The latest case, announced by the police and the military on March 13, stemmed from a drug bust. The Navy’s Western Fleet Intelligence Detachment had in February received information about drug abuse involving a naval officer, Major Zaid Joko Utomo, who serves on amphibious ships. A team of investigators on March 3 followed Zaid from a disco to his home in the Navy housing complex in Sunter, North Jakarta.

Google’s advertising service, AdWords, is accepting money from scammers to advertise the nonsense cleaning solutions for black dollars

Dance music was heard coming from the house, which the Navy Military Police raided at 2.30am on March 4. Zaid was in a bedroom on the second floor and refused to unlock his door until 7.30am. Officers seized syringes and pipes used for the consumption of crystal methamphetamine, as well as an undisclosed amount of meth. They also found three large boxes containing 69,000 pieces of black paper stacked in bundles. Some of the paper vaguely resembled US$100 notes.

Zaid was arrested and later tested positive for methamphetamine. He said the black dollars had come from a Balinese man, I Made Gede, who delivered them for a woman named Ketut Srianing. Police arrested Made on March 6 in Jakarta, and Srianing in the Bali capital of Denpasar on March 11. Srianing reportedly confessed to being the owner of the black dollars.

Nine days after the raid, the military presented the bundles of black paper to the police for investigation. The handover was attended by no less than Military Commander General Moeldoko and Acting National Police Chief Badrodin Haiti. That’s when media reports revealed a staggering failure to understand the scam.

The Jakarta Post daily’s headline mentioning “black dollars worth $69,000” (whereas 69,000 one-hundred dollar notes would be worth $6.9 million) was the least of its errors. The Post reported: “A careful inspection is necessary to find out if the banknote [sic] are original or counterfeit.” Not true. No careful inspection is required because the black rectangles of paper are not banknotes. They are not even passable counterfeit.

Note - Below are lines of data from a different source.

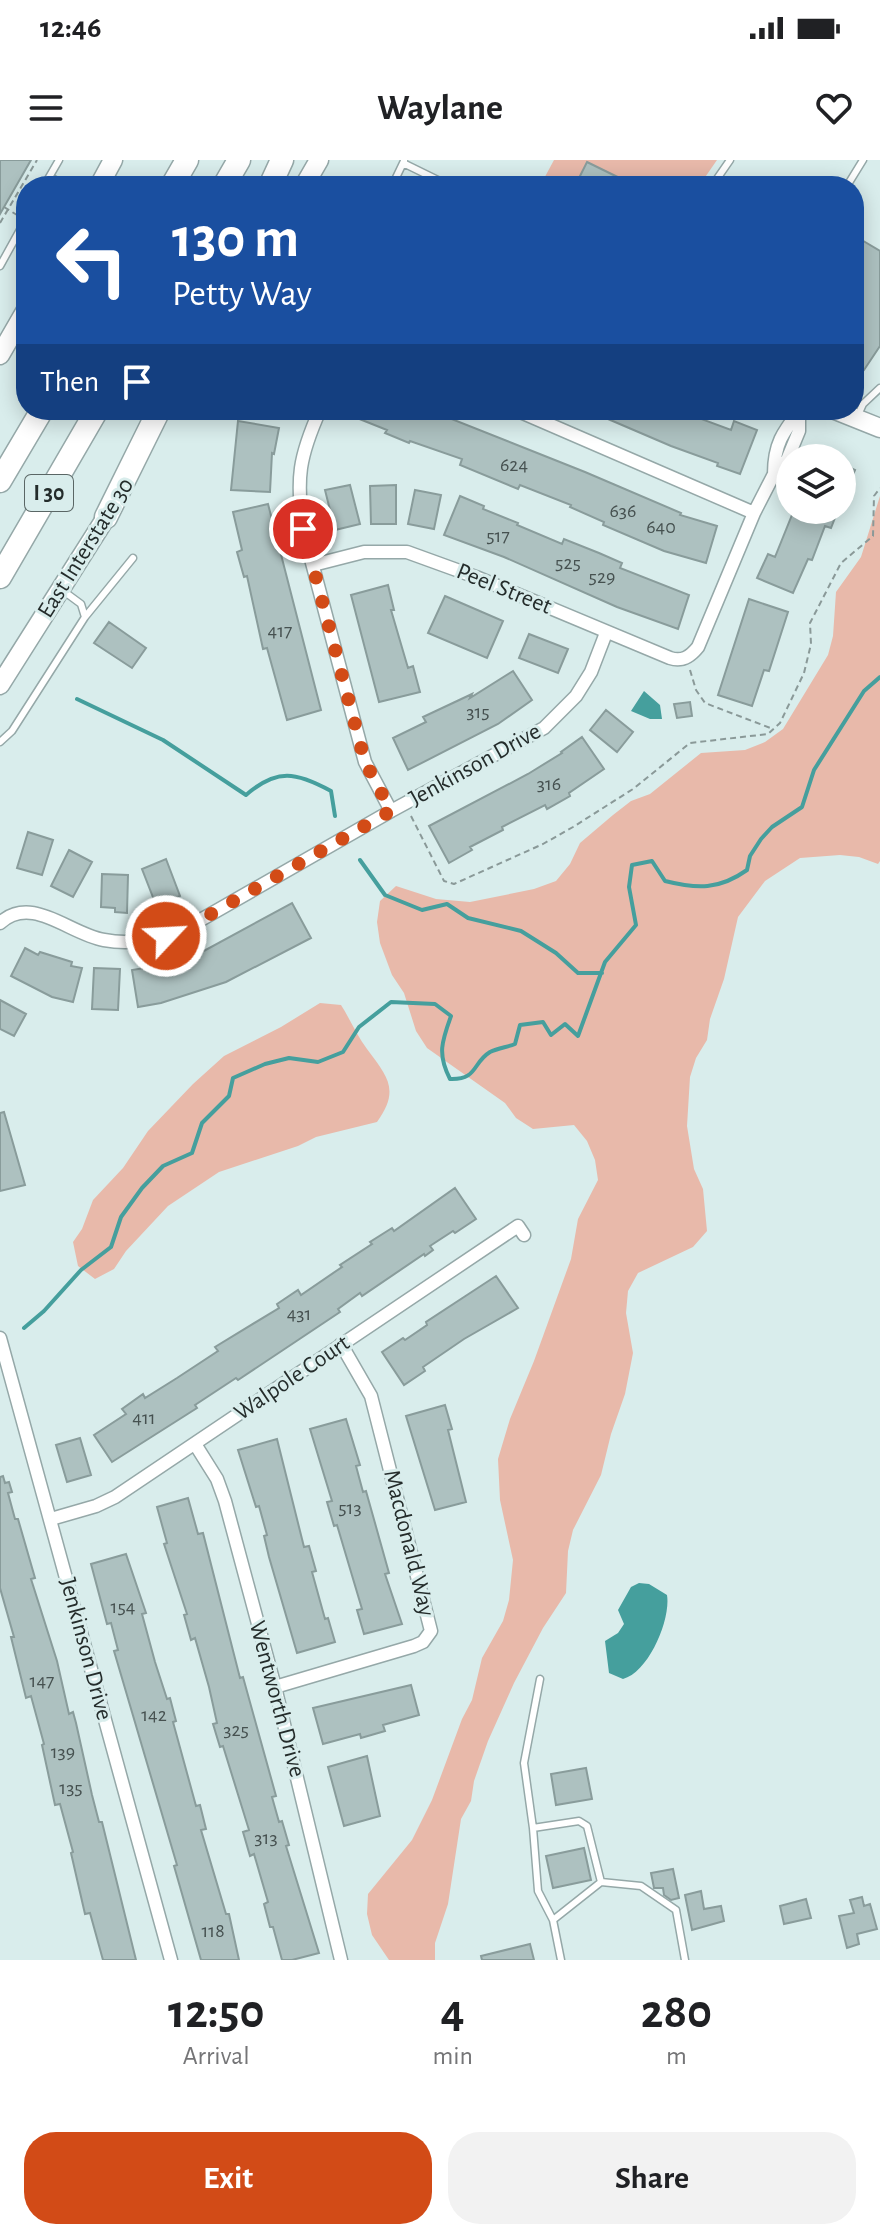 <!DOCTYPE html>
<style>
:root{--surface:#fff;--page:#f2f2f2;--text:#202124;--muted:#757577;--accent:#d24b17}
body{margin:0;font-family:"Alegreya Sans",sans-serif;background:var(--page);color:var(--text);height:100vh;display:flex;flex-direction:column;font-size:30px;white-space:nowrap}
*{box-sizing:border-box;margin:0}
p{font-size:26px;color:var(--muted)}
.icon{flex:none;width:44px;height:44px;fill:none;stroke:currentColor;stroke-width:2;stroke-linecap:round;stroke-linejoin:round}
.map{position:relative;height:1800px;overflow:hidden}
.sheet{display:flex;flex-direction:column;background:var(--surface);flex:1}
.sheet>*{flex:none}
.hud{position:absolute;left:16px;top:16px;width:848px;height:244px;border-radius:32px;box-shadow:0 4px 20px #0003;background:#1a4fa0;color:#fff;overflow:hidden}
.controls{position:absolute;left:776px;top:284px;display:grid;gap:16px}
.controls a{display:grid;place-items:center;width:80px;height:80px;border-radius:50%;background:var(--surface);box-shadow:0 4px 20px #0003;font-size:40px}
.pin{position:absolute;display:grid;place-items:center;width:68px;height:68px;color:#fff;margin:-34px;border:4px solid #fff;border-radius:50%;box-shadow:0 2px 8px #0007}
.me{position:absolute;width:88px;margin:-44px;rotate:65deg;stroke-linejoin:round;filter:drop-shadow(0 0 6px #0008)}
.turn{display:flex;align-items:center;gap:28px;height:168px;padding:0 24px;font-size:36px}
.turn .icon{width:104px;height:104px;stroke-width:2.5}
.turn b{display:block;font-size:56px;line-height:68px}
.then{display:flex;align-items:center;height:76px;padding:0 24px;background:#0003;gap:16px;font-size:30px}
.eta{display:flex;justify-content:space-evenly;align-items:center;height:136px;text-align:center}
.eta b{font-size:48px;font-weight:700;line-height:56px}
.cta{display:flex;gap:16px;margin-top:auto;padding:16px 24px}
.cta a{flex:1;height:92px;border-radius:32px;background:var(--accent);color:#fff;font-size:32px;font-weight:700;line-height:92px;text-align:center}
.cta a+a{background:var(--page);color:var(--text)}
.status{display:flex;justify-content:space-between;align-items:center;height:56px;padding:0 40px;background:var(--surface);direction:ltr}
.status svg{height:22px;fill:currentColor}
header{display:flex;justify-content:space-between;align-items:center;height:104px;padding:0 24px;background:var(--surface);font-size:36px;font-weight:700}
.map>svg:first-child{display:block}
.green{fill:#e8b9aa}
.water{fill:#459f9d}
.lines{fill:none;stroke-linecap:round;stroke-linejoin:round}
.stream{stroke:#459f9d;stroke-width:4}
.building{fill:#adc1c0;stroke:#899c9b;stroke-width:2}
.lane-casing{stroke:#95a8a8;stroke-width:9}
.street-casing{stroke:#95a8a8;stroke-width:15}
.secondary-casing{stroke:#95a8a8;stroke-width:21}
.highway-casing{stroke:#95a8a8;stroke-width:25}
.path{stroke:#8a9998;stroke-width:2;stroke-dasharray:6 4;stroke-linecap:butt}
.lane{stroke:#fff;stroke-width:6}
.street{stroke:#fff;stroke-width:12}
.secondary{stroke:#fff;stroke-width:18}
.highway{stroke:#fff;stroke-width:22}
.route{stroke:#d24b17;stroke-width:14;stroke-dasharray:0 25.2}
.labels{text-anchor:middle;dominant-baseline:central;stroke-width:6;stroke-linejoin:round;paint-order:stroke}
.number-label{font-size:20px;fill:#465150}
.shield{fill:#d9edec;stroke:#5a6665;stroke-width:2}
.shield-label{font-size:22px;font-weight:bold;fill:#242c2b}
.street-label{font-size:24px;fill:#242c2b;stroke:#d9edec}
</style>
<div class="status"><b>12:46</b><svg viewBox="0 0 49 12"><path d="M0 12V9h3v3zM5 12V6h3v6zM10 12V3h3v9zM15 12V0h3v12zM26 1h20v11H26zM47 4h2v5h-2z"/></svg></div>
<header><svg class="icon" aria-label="menu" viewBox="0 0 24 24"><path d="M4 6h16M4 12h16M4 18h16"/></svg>Waylane<svg class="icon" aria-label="heart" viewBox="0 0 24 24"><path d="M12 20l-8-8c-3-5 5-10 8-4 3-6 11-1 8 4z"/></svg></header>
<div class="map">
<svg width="880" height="1800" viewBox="0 0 880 1800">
<rect width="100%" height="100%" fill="#d9edec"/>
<path class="green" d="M554 0H717L699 26H540Z
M880 336V701L878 704 859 697 840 695 800 698 765 721 738 757 724 819 710 859 707 880 696 898 690 917 687 966 694 1009 703 1029 707 1071 693 1087 638 1113 628 1131 626 1153 633 1193 625 1234 611 1274 601 1315 573 1370 568 1391 566 1433 543 1468 514 1523 488 1581 474 1621 471 1641 461 1659 448 1744 435 1783V1800H389L372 1775 367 1754 368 1734 412 1680 432 1640 462 1559 472 1540 482 1498 503 1461 509 1440 513 1400 500 1340 498 1299 510 1259 534 1201 571 1099 578 1059 598 1020 595 1000 587 981 574 965 533 969 516 958 505 943 427 888 416 871 404 833 392 815 380 783 377 762 380 741 396 726 436 739 470 742 534 729 556 721 570 704 580 683 613 655 631 641 650 634 701 593 745 590 765 582 783 569 828 495 833 476 836 432 861 397Z
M320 843 341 845C350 859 357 876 367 889 388 917 400 930 377 962L316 977 298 986 219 1012 168 1046 126 1091 114 1109 95 1119 78 1106 73 1082 82 1069 93 1040 123 1008 148 971 193 924 224 896 281 867Z"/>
<path class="water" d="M644 531 660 545 662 559H650L631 551Z
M639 1423 649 1424 667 1435C671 1459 649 1512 623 1519L609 1513 605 1481 618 1473 624 1464 618 1450 631 1427Z"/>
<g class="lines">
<path class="stream" d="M77 539 163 580 246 635C277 608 296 612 331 631L335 656
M360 700 385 735 422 750 447 744 468 758 521 771 556 793 578 813H602
M24 1168 44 1151 81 1110 111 1087 121 1057 142 1028 163 1006 192 993 202 963 229 936 233 918 265 904 289 898 318 902 343 892 359 867 391 842 435 844 451 856C442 881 437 894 450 919 478 920 472 903 490 892 498 888 508 887 515 884L520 865 543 862 551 875 565 864 578 876 605 802 636 765 629 727 632 705 652 701 665 721C697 729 719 730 747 710L750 696 761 679 772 667 802 647 814 610 864 531 880 517"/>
</g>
<path class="building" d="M0 0H31L0 54Z
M587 2 636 26H575Z
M860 79 880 91V186L864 210 854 204V88Z
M337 250H429L585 312 681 353 680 355 717 366 706 403 664 391 603 365 604 362 570 347 571 345 520 325 518 329 460 305 462 299 410 281 409 283 385 273 387 270Z
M587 250H686L685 253 731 270 734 261 757 270 740 314 717 306 718 303 671 286Z
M238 261 279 268 274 294 272 293 270 332 231 330Z
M842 304 855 310 842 340Z
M350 325 360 364 335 370 325 330Z
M396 325V364H371L370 326Z
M415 330 441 335 434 369 408 364Z
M460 336 484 346 483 349 518 363 517 365 562 384 564 379 599 393 622 403 620 408 689 435 678 469 617 447 504 397 444 375Z
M268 344 321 550 287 560 267 488 263 489 247 416 244 417 237 392 242 390 233 352Z
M794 350H838L831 368 825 366 812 400 808 399 793 433 757 418 768 394 775 397Z
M388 425 394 450H391L408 508 413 506 420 532 379 542 351 435Z
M445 436 503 461 487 498 428 473Z
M749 439 788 452 769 511 764 510 752 546 718 535Z
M109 462 146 488 132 508 94 483Z
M529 474 568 489 558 513 519 498Z
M513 511 532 540 498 564 408 610 393 578 426 562 423 557 472 534 470 538Z
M690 542 692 556 677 558 674 544Z
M606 550 633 572 617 592 590 570Z
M582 577 604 609 569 633 570 636 547 649 545 645 502 667 503 670 470 687 472 690 449 703 429 666 528 614 562 593 561 592Z
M28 672 53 680 42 715 17 708Z
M69 690 92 702 73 737 51 726Z
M166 699 180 736 156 745 142 709Z
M102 714 128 715 127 753 115 752V748L101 747Z
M292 743 311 778 226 822 161 843 138 847 132 810 157 806 158 811 185 801 184 798 202 792Z
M25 788 38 795 40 792 72 802 71 806 82 808 73 842 52 837 11 816Z
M94 808 120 809 118 850 92 849Z
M0 840 26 854 14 876 0 869Z
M4 952 25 1025 0 1031V953Z
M455 1028 476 1059 455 1073 453 1071 430 1086 433 1090 425 1096 424 1094 362 1136 360 1133 338 1149 340 1152 238 1220 236 1218 195 1245 197 1248 112 1302 94 1275 126 1254 122 1249 143 1234 145 1238 177 1218 218 1191 215 1187 279 1148 277 1144 298 1130 301 1135 342 1107 340 1105 372 1084 370 1082 392 1068 394 1071Z
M496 1116 518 1148 464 1179 423 1207 425 1211 404 1225 382 1192 403 1178 405 1180 427 1165 426 1162Z
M445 1245 452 1269 448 1270 466 1342 435 1350 406 1256Z
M346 1259 360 1305 356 1306 363 1332 366 1331 389 1413 385 1414 402 1464 364 1474 357 1450 362 1449 337 1365 334 1366 327 1342 332 1341 310 1269Z
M80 1278 91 1315 67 1322 56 1285Z
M277 1279 304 1387 309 1386 316 1411 312 1412 325 1459 328 1458 335 1482 297 1493 269 1397 264 1376 267 1375 259 1346 256 1347 238 1290Z
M3 1316 5 1323 9 1322 12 1332 8 1333 15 1359H18L35 1418 31 1419 57 1501 69 1554 73 1552 76 1563 92 1635 99 1662H102L136 1800H103L90 1753 85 1754 71 1693 73 1692 60 1644 55 1645 42 1585 44 1584 31 1536 26 1538 11 1477H14L0 1428V1317Z
M188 1338 198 1374 203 1373 240 1518 243 1517 276 1636 272 1637 279 1662 282 1661 289 1685 286 1686 319 1793 292 1800H282L273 1767H270L264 1744 268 1742 254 1694 250 1696 243 1672 249 1670 223 1586 220 1587 213 1564 217 1563 209 1527 195 1478 191 1480 184 1455 187 1454 164 1384 167 1383 157 1347Z
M126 1394 146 1453 142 1454 155 1502 167 1539 170 1538 176 1561 173 1562 196 1646 200 1645 206 1669 201 1670 226 1754H229L239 1800H201L174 1706 177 1705 114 1491 118 1490 111 1463 107 1464 91 1404Z
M411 1525 419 1555 383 1565 385 1571 361 1578 360 1574 323 1584 313 1548Z
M367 1596 380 1656 344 1666 328 1607Z
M586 1608 592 1639 556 1645 551 1614Z
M584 1688 591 1720 553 1728 546 1696Z
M673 1709 679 1738 671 1740 664 1735 663 1728H654L651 1713Z
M701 1731 704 1749 721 1746 724 1761 692 1770 685 1735Z
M862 1737 864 1746 870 1744 877 1769 857 1774 859 1784 847 1788 839 1756 854 1753 850 1740Z
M806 1739 811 1758 784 1764 780 1746Z
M530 1784 534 1800H482L481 1796Z"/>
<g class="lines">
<g class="lane-casing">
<path id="lane" d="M403 3 450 26
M50 17 66 26
M44 26 59 0
M392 26 404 1
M712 26 730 0
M847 26 863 0
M0 106 26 59
M858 255 863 244 880 228
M85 457 133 398
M0 582 12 571 85 457 81 444 62 430
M533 1668 524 1603 540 1519
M553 1760 601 1722
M561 1800 553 1760 538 1731 533 1668 579 1661 587 1666 601 1722 641 1726 676 1750 685 1800"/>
</g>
<g class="street-casing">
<path id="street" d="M320 250C299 297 296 318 303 369L365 602 391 651
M516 250 754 353
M774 314C774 284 783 272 800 250
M313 405 364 392H407L476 417 670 498C682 502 690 497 698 487L754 353 774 314 787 300 799 271V253
M0 763C32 734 69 774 104 780 135 786 162 778 190 766L391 651 544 568 576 536 591 512 606 473
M0 1178 171 1800
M195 1284 217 1319 225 1341 275 1527 341 1800
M51 1359 96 1346 115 1337 518 1066 524 1075
M275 1527 414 1486 423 1482 431 1471 371 1236 341 1184"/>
</g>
<g class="secondary-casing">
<path id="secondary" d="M99 26 113 0
M304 26 319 0
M0 195 26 150
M835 250 880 268
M0 525 112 348"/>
</g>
<g class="highway-casing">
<path id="highway" d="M172 26 187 0
M224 26 239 0
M270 26 282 0
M0 321 42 250
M106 357 159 250
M0 417 97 250"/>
</g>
<path class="path" d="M4 47 17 55
M0 63 37 0
M690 510 696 530 705 543 773 569
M411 656 444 721 454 724 543 684 573 667 633 629 690 583 768 574 780 563 804 513 811 484 810 463 841 403 873 376 874 336 880 328"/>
<use href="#lane" class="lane"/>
<use href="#street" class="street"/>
<use href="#secondary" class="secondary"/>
<use href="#highway" class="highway"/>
</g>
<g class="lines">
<path class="route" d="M166 776 190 766 391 651 365 602 303 369"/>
</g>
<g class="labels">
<g class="number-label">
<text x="514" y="305">624</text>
<text x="623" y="351">636</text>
<text x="661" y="367">640</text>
<text x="498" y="376">517</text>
<text x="568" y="403">525</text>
<text x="602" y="417">529</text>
<text x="280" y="471">417</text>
<text x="478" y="552">315</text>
<text x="549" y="624">316</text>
<text x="299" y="1154">431</text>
<text x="144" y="1258">411</text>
<text x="350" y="1348">513</text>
<text x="123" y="1447">154</text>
<text x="42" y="1521">147</text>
<text x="154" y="1555">142</text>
<text x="236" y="1570">325</text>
<text x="63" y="1592">139</text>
<text x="71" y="1628">135</text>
<text x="266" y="1678">313</text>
<text x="213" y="1771">118</text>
</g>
<rect class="shield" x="25" y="315" width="48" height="36" rx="6"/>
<g class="shield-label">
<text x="49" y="333">I 30</text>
</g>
<g class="street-label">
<text transform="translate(86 388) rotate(-58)">East Interstate 30</text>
<text transform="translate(504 429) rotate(22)">Peel Street</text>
<text transform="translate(475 605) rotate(-29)">Jenkinson Drive</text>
<text transform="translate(292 1218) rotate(-34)">Walpole Court</text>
<text transform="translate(409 1383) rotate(76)">Macdonald Way</text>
<text transform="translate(86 1489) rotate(75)">Jenkinson Drive</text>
<text transform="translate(277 1539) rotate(75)">Wentworth Drive</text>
</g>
</g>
</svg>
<div class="controls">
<a><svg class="icon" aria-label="layers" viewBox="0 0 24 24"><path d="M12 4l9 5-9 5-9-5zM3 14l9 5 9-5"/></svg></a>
</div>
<div class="pin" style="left:303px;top:369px;background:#d93025"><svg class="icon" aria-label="arrive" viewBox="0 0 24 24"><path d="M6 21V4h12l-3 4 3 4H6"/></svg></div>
<svg class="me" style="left:166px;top:776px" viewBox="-20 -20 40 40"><circle r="17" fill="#d24b17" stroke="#fff" stroke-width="3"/><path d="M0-11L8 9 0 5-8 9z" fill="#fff"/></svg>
<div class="hud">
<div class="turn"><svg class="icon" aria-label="left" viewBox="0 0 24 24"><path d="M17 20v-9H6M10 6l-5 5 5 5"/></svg><div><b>130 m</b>Petty Way</div></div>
<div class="then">Then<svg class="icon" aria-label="arrive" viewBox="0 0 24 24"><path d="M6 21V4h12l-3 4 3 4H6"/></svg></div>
</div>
</div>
<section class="sheet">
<div class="eta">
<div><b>12:50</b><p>Arrival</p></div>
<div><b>4</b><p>min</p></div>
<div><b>280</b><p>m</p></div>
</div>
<div class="cta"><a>Exit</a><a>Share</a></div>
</section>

Here’s what the country’s leading online news portal, detikcom, had to say about the worthless bundles of paper: “The police alone cannot say whether these black dollars are genuine or counterfeit. Because actually black dollars are just a tool of criminal scammers. However, the police still have not received information about how the perpetrators did the printing, so there is a slight chance the black dollars are real money.”

The nation’s top policeman, Badrodin Haiti, said forensic tests would be conducted to check the authenticity of the “money” – even though serial numbers indicated it is bogus. “From the serial numbers that are present, we suspect it is fake. But we must check with the forensics lab,” he was quoted as saying by the Kompas daily. He said chemicals were needed to clean black dye off the “money” and that counterfeit investigators from Bank Indonesia would be consulted.

The dumbest reporting came from BeritaSatu TV, which ran a news item—now on Youtube —asserting that black dollars are “different from counterfeit money” because “they have serial numbers like those issued by a central bank” and “can also be traded legally and generally”. The report went on to claim that black dollars are usually used for drug transactions, while “white dollars” are used to fund acts of war and terrorism. Absolute garbage. State news agency Antara reported that black money is commonly used for money laundering.

Other reports confidently declared that black dollars are counterfeit currency, smuggled in through airports, and will return to their original colour upon washing. The Pikiran Rakyat daily claimed that black dollars are still in the production stage. BeritaSatu.com also reported that black dollars are “dollars that are not yet finished and still black. Once immersed in water, the black will disappear and the money will seem like a real dollar bill.”

Someone in authority needs to educate the media to educate the public about scams. Moeldoko claims the military will not tolerate drug use by its members. Zero tolerance for misinformation on scams would also be helpful.